Blinken OSA Archivum Annual Report 2022 Now Online
Presenting the Blinken OSA Archivum’s year in review from collection development to educational, research, and public programs, and to professional challenges and collaborations, our 2022 Annual Report is now available online! The last year was marked by Russia’s unprovoked war of aggression against Ukraine, the passing of former US ambassador to Hungary Donald Blinken, and the temporary relocation of the Archivum to CEU’s Nádor Street buildings. As summarized by Director István Rév in his traditional preface, “we are and made aware every single day that [in Hungary] CEU, and as part of it, Blinken OSA Archivum, are the remaining very few public spaces and institutions in the service of the public, which are still free. With this freedom comes obligations, and we try to meet these responsibilities.”
Browse the Archivum’s Annual Report of 2022, and find out more about our collection development and teaching activities, revisit our research programs and public events from last year, and learn about our Records and Information Management Services, the challenges and achievements of the IT team! The Annual Report also includes visitor statistics on the Research Room, a full list of publications and paper presentations by the Blinken OSA Archivum staff, and more.
Collection Development Evidence of the confidence in Blinken OSA Archivum as a professional archives, 2022 was rich in terms of growth of our holdings. New accessions include the personal papers of Géza Benes, a Hungarian thermal engineer involved in a party disciplinary procedure in the 1970s; and the László Cséry Collection, a wonderful documentation of the Cold War transfer of industrial innovation and technology from West to East. The item-level descriptions are published in the catalog, the two fonds are available in the Research Room! A number of fonds are under processing, such as the personal papers of Eva S. Balogh, the editor of the blog—archived at Blinken OSA Archivum—Hungarian Spectrum, who passed away in 2021, including the documentation of the lifepath from Budapest into exile in Austria, Canada, and the US; the Zoltán Lévai Personal Papers Related to the National Association of People’s Colleges, a collection photographs on the colleges for engineers between 1946 and 1949. We have also received accruals to several fonds: the Digital Archive of Cultural Heritage will be extended with a former CEU student’s research project on rock carving and inscriptions in the Upper Indus Valley; Éva Kapitány, whose photo archives is under processing, with a first series of photographs published in the catalog, donated her collection of textual documents—manuscripts, samizdat periodicals and books, leaflets and posters—related to the democratic opposition in Hungary; and Márta Elbert, co-founder of the Black Box Foundation, donated her personal papers to the Archivum, which, containing textual documents closely related to the Black Box Foundation, the Roma Media School, and also to István Kemény, will be cataloged as a separate fond.
Teaching and Education Teaching and education remained an integral part of the Archivum’s activities, spearheaded by the archival internship organized for the students of the History in Public Spheres (HIPS) program and the Archives, Evidence, and Human Rights (AEHR) course offered to CEU’s MA students.
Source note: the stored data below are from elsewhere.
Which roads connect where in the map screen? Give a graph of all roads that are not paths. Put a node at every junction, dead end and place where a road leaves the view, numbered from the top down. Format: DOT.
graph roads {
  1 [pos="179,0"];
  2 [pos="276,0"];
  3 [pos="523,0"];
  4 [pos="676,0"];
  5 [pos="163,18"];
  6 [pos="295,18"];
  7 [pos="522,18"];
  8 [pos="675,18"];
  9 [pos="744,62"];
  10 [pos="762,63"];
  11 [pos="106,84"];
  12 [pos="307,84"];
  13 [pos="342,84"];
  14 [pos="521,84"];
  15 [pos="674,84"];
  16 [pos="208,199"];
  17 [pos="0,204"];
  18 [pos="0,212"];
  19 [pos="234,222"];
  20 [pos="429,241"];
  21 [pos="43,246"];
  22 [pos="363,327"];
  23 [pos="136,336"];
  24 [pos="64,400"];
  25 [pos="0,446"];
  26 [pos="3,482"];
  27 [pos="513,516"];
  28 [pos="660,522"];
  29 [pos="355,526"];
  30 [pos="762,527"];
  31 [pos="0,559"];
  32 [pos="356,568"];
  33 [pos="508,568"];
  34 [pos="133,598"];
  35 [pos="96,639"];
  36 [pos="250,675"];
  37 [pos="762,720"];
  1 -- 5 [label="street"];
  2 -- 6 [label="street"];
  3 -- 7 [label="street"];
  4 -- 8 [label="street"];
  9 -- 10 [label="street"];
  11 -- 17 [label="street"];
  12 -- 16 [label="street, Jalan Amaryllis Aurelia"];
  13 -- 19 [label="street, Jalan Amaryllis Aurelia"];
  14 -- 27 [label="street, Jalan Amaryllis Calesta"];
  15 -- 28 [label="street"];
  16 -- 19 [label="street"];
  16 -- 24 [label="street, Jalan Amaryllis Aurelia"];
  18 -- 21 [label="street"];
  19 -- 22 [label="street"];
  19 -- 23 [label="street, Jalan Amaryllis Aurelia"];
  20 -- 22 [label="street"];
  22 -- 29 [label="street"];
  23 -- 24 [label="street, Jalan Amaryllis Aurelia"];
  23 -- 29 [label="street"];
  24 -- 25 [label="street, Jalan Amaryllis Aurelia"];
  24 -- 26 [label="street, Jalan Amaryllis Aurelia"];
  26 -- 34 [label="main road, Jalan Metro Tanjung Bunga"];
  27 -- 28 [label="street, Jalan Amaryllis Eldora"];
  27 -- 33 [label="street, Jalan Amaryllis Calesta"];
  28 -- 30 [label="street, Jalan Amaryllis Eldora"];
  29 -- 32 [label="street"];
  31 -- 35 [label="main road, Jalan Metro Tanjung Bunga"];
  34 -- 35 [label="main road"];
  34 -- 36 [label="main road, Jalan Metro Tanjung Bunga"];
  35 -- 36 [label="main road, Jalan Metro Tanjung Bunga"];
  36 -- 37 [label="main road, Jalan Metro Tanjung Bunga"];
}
HIPS is a two-year master program organized by the Central European University (CEU), the Tokyo University of Foreign Studies, the Università degli Studi di Firenze, and the Universidade Nova de Lisboa; students investigating the ways the past is represented, contested, and negotiated in the public sphere spend a semester at each partner university. During their stay at CEU in Vienna, they participate in a five-week mandatory archival internship at the Blinken OSA Archivum in Budapest, attending a program series—lectures, archival workshops, and guided city tours—revolved around the Archivum’s holdings. Similarly relying both on the collections and the expertise at the Archivum, the AEHR course, hosted at CEU by the Department of Legal Studies and cross-listed with the Department of History, invites CEU students to work on topics related to recorded memory and retroactive justice. During the classes, workshops, consultations, and individual research work, students familiarize themselves with archives sources as evidence in criminal procedures, investigate documents relating to violations of human rights, and explore different ways of gathering and organizing information. Besides these two, Blinken OSA Archivum colleagues taught a variety of courses and classes at CEU, and contributed to the Invisible University for Ukraine.